Dive Brief:
- The California Public Utilities Commission last week approved rules for a two-year demand response auction pilot slated for later in the year.
- While the U.S. Supreme Court begins to consider federal regulators' role in developing and overseeing demand response in wholesale markets, regional grid operators and states are moving to cement the resource's place in their portfolios.
- Platts reported the new California rules call for utilities to set aside 20% of demand response capacity for residential aggregations mixed with commercial customers.
Dive Insight:
Seeking to grow demand response as a resource in the state, the California Public Utilities Commission has finalized new rules for a resource auction slated for later this year. While regulators are encouraging utilities to procure as much as is feasible, Platts reports that the commission said utilities will need to acquire at least 22 MW.
Utilities in the state use demand response to meet almost 4% of their peak load, but are supposed to reach 5% in the next five years. In the upcoming auction, residential aggregation will make up at least 20% of the capacity, CPUC determined.

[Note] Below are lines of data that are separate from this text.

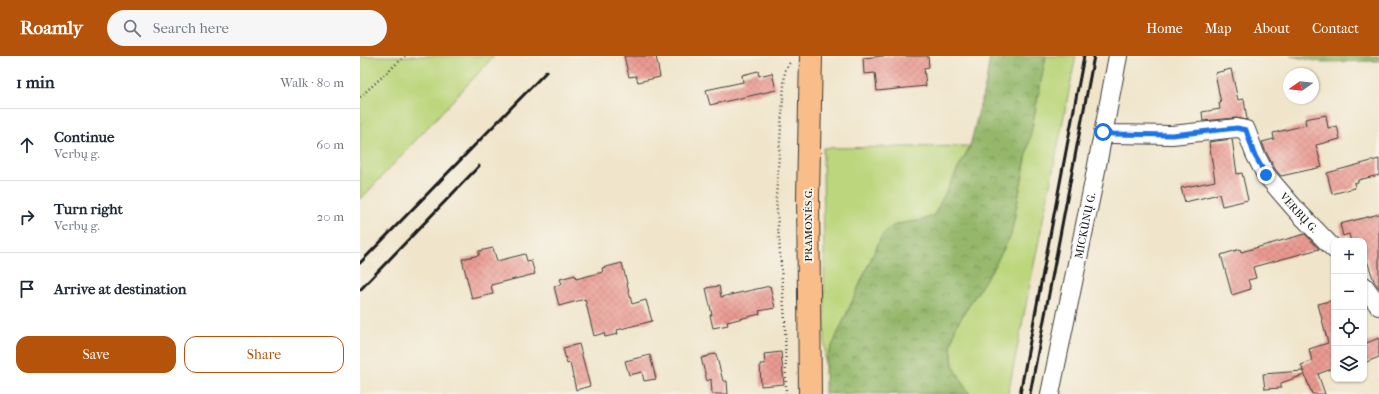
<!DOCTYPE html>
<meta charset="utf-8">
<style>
:root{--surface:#fff;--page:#f6f6f7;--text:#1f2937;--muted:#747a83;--line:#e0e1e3;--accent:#b45309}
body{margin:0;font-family:"IM FELL French Canon",serif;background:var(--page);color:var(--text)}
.controls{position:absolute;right:12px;bottom:12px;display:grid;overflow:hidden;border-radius:8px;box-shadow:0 1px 3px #0004}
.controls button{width:36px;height:36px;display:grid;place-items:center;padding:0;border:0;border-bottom:1px solid var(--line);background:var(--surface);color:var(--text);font:20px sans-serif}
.compass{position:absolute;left:923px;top:12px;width:36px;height:36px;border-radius:50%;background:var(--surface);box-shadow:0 1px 3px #0004;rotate:256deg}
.stop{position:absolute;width:12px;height:12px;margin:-9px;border:3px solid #1a73e8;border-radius:50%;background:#fff}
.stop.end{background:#1a73e8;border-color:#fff;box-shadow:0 1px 4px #0008}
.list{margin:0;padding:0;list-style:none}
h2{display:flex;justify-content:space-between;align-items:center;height:52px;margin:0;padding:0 16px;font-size:17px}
h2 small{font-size:13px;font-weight:400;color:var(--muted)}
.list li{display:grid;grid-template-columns:26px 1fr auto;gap:12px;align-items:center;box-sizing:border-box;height:72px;padding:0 16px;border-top:1px solid var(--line)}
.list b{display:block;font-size:15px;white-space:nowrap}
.list p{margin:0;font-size:13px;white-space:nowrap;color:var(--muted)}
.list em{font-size:13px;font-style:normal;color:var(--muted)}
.actions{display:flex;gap:8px;padding:12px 16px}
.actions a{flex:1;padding:9px 0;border:1px solid var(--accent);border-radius:12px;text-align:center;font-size:14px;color:var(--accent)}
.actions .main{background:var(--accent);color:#fff}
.icon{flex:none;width:22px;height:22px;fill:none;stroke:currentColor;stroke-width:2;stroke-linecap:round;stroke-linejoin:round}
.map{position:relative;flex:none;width:1019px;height:338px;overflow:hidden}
header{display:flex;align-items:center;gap:24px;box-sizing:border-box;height:56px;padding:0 20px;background:var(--accent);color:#fff}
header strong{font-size:19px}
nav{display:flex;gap:22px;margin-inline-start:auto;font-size:14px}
.search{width:280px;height:36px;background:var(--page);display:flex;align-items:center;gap:10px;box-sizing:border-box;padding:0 14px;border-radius:22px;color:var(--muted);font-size:15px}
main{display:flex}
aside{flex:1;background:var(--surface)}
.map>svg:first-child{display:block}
.green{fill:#bbd67b;stroke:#6c794c}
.forest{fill:url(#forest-crowns);stroke:#586a44}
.building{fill:url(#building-cross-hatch)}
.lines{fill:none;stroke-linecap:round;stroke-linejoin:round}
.street-casing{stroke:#3c3a36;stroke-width:20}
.primary-casing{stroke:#3c3a36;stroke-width:24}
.path{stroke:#3c3a36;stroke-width:2.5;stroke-dasharray:1 3;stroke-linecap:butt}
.street{stroke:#fff;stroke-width:18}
.primary{stroke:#f8bd88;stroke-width:22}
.rail{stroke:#1c1c1c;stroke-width:3}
.route{stroke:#1a73e8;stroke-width:5}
.labels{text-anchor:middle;stroke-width:4;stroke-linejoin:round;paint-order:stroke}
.street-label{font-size:11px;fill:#1c1c1c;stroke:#f7f3e8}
</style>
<header>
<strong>Roamly</strong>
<div class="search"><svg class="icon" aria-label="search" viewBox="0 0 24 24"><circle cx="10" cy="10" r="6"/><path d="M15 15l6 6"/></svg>Search here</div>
<nav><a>Home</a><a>Map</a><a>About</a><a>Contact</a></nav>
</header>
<main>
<aside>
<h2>1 min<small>Walk · 80 m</small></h2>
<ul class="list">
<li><svg class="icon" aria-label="ahead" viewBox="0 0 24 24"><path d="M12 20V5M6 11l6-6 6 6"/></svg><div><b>Continue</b><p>Verbų g.</p></div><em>60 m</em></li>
<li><svg class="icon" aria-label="right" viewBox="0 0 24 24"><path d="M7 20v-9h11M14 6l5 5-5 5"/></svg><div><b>Turn right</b><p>Verbų g.</p></div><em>20 m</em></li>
<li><svg class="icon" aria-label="arrive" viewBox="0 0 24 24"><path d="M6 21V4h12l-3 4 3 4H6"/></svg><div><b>Arrive at destination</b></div></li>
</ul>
<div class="actions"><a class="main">Save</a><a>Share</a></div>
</aside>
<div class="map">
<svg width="1019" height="338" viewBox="0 0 1019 338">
<defs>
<pattern id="forest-crowns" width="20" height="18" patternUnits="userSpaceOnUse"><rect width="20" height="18" fill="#94b76b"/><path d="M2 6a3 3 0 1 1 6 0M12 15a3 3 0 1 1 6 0" fill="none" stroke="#789457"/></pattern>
<pattern id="building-cross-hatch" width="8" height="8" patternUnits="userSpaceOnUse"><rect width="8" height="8" fill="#ea9a92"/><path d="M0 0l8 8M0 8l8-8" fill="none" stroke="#c8847d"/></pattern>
</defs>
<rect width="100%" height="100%" fill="#f7f3e8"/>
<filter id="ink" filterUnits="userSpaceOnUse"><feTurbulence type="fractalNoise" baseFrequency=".025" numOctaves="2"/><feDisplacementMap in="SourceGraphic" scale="8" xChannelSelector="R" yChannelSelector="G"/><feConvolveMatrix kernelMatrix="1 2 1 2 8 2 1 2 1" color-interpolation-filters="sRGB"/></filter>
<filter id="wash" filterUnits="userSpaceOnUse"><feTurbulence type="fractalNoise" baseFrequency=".012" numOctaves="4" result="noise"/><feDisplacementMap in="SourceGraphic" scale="16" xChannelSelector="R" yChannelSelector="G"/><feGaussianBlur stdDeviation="0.9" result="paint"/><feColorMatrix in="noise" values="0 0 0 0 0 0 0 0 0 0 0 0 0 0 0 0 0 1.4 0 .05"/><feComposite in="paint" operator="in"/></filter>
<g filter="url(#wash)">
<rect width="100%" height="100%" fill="#f0e5cb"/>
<path class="green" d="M 0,0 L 134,0 L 0,144 Z
M 686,0 L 716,0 L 648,338 L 609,338 L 593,309 L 591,290 L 596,270 L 636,207 L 651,179 Z
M 610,90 L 574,159 L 563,164 L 537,168 L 521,181 L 465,306 L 463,92 Z"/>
<path class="forest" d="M 630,0 L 686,0 L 651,179 L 636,207 L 596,270 L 591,290 L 593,309 L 609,338 L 465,338 L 465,306 L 521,181 L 527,174 L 537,168 L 563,164 L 574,159 L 610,90 L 626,26 Z
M 930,0 L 1019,0 L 1019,5 L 961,6 Z"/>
<g id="blocks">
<path class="building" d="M 264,0 L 296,0 L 300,21 L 278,26 L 276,20 L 269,21 Z
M 523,0 L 568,0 L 569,11 L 564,12 L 566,30 L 517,35 L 515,17 L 504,18 L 503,2 Z
M 871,13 L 878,44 L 884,43 L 887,64 L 876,62 L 843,65 L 842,56 L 860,53 L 859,47 L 861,47 L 855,17 Z
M 398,15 L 399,20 L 412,17 L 416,34 L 350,49 L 346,34 L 383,26 L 382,19 Z
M 966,59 L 968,72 L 977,70 L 980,83 L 956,89 L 962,111 L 921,120 L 915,113 L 905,94 L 902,86 L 914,83 L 913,77 L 946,69 L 945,63 Z
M 872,83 L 877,118 L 882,117 L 888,144 L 862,150 L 859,138 L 825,146 L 821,132 L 855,125 L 849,86 Z
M 1019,103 L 1019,119 L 998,124 L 998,126 L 994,127 L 995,132 L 972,138 L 967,117 Z
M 1019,158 L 1019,232 L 1014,225 L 1004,196 L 1004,185 L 991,185 L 989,178 L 983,180 L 980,168 Z
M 945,178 L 959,193 L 893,211 L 896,222 L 888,224 L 891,233 L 872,239 L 861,199 L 880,193 L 881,196 Z
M 133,192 L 137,205 L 165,198 L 167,205 L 171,204 L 175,218 L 131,229 L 133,238 L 112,243 L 102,203 L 119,199 L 119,195 Z
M 262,207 L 272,248 L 286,244 L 292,265 L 257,274 L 258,278 L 245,281 L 244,277 L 234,280 L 225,243 L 199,250 L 194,230 L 202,228 L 200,223 L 215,219 L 216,223 L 243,216 L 242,212 Z
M 359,230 L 361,241 L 410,230 L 415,252 L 399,255 L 400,258 L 367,266 L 368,269 L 353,272 L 350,259 L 352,259 L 346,232 Z
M 974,244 L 974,312 L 958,318 L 965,338 L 952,338 L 941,309 L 952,305 L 949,293 L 968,287 L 958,248 Z
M 1019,282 L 1019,301 L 1004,307 L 1004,288 Z
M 219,288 L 230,330 L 216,334 L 210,307 L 207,308 L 203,292 Z
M 421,296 L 424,328 L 401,330 L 400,308 L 405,308 L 404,298 Z
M 356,298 L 363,325 L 367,325 L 368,338 L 352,338 L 351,323 L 347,325 L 341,302 L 349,300 L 349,299 Z
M 290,299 L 296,323 L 284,325 L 282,316 L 269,319 L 265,305 Z
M 943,315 L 944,319 L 921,327 L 921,332 L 905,333 L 903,318 Z"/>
</g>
</g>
<g filter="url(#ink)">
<use href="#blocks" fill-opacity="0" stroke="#3c3a36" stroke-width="1"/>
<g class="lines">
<g class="street-casing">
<g id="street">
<path id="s1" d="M 743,76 L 753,78 L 812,79 L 877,72 L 886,74 L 895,98 L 906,119 L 937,155 L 974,193"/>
<path d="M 1004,230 L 1019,250"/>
<path id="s2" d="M 690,338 L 733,130 L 758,0"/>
</g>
</g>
<g class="primary-casing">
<path id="primary" d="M 450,338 L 448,141 L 451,0"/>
</g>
<path class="path" d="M 0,41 L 45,0
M 426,338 L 425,265 L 416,142 L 425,14 L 431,5"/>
<use href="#street" class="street"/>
<use href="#primary" class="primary"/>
<path class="rail" d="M 0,207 L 187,15
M 0,234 L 119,110
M 660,338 L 724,0
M 670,338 L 734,0"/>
</g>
</g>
<g class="lines" filter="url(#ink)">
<path class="route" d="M 743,76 L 753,78 L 812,79 L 877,72 L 886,74 L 894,98 L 906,119"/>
</g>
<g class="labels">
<g class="street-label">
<text dy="4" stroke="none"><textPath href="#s1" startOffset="243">VERBŲ G.</textPath></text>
<text transform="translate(448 169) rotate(-90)" y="4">PRAMONĖS G.</text>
<text dy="4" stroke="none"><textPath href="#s2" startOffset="172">MICKŪNŲ G.</textPath></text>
</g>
</g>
</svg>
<div class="controls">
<button>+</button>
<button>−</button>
<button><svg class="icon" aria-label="locate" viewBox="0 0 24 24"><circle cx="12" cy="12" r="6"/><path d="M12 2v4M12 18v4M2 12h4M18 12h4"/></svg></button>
<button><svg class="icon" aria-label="layers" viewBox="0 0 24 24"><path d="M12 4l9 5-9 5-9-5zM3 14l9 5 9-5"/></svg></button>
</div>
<svg class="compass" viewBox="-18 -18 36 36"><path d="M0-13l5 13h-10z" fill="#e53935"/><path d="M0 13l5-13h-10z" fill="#747a83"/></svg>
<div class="stop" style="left:743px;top:76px"></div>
<div class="stop end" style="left:906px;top:119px"></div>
</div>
</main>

While federal regulators authority over demand response remains tied up in the courts, smaller markets are moving ahead. PJM Inteconnection has integrated new rules into its auctions; the largest grid operator in the United States
The grid operator told the Supreme Court in its initial brief regarding FERC Order 745 that last summer it had registered over 8,000 MW of demand response. “This is roughly comparable to the entire peak consumption of Washington, D.C. and its Maryland suburbs,” PJM said in its support of FERC's authoirty.
FERC's ability to regulate demand response in wholesale markets has been in the courts for a year now, after the D.C. Circuit Court vacated 745 in Electric Power Supply Ass’n v. FERC.